The cyclists charged that since a political conflict in the municipality of Oxchuc worsened at the end of 2015 there has been no police presence on federal highway 199, which connects the two cities.

Oxchuc is located between the two.

They also placed signs on trucks traveling on the road, urging motorists to respect cyclists.

Assistant state prosecutor Arturo Lievano Flores said last Thursday that there appeared to be no foul play in the death of Chmielewski-Podroznik.

The cause of death was head trauma and the Pole had a wound on the palm of his hand that suggested he had tried to break his fall, Lievano said.

He added that the German’s bike did not show any signs of a collision with another vehicle.

Following the subsequent discovery of Hagenbusch’s body, Lievano explained that the road next to the ravine where the men’s bodies were found is very narrow and presents a very high risk to cyclists.

The line of investigation is that both cyclists lost control and fell into the ravine, he said.

That version of events has been accepted by some who have suggested that the cyclists were run off the road by a passing car or truck but others have charged that they were in fact victims of foul play.

The cycling advocacy group World Bike Forum issued a statement Saturday saying that there are serious doubts about whether the death of the two cyclists was an accident or an act of violence.

The World Bike Forum demands that the Mexican government make an official pronouncement to address this situation, the statement said.

At yesterday’s protest in the central square of San Cristobal de las Casas, cyclists also called for greater security on the highway and for authorities to clarify the facts in relation to the Europeans’ deaths.
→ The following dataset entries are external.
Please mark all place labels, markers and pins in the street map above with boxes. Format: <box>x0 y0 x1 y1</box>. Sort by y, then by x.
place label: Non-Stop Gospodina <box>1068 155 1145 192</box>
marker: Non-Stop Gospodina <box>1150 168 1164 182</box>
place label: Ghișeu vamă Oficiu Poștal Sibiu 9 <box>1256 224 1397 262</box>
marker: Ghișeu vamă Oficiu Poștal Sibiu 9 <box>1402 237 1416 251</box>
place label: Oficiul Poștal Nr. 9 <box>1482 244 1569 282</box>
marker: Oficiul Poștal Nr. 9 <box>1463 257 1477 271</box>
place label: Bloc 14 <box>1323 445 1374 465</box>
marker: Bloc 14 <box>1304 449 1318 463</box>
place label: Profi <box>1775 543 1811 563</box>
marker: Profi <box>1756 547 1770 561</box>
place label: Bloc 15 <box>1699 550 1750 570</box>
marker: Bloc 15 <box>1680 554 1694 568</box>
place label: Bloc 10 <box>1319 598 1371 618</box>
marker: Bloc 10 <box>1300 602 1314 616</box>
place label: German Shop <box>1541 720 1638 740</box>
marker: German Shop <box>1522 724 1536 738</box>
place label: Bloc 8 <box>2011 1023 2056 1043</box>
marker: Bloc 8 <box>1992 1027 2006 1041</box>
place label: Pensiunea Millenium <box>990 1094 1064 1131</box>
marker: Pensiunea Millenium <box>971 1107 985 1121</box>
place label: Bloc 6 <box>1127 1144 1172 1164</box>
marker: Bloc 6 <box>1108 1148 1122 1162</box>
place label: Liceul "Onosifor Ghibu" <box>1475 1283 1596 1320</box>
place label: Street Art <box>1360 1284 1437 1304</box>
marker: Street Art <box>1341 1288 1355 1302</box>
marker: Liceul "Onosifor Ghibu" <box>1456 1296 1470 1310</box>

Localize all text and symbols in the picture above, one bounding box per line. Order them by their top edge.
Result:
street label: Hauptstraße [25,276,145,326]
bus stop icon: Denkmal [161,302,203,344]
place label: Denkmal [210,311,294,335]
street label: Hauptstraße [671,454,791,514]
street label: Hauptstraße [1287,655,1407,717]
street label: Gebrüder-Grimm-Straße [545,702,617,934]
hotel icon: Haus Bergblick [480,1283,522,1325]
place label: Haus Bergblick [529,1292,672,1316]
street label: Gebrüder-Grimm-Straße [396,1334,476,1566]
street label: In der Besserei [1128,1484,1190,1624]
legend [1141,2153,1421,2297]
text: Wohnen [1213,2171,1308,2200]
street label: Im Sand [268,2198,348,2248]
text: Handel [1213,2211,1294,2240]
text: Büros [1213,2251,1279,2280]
Around 100 protesters also demanded justice for their deaths.

There are many inconsistencies in the prosecutor’s arguments about the case.

We believe that it wasn’t an accident but they were murdered, which is very serious and should be investigated better, one protester said.

The protesters also said that they would establish a Citizens’ Truth Commission for the protection of traveling cyclists in Chiapas.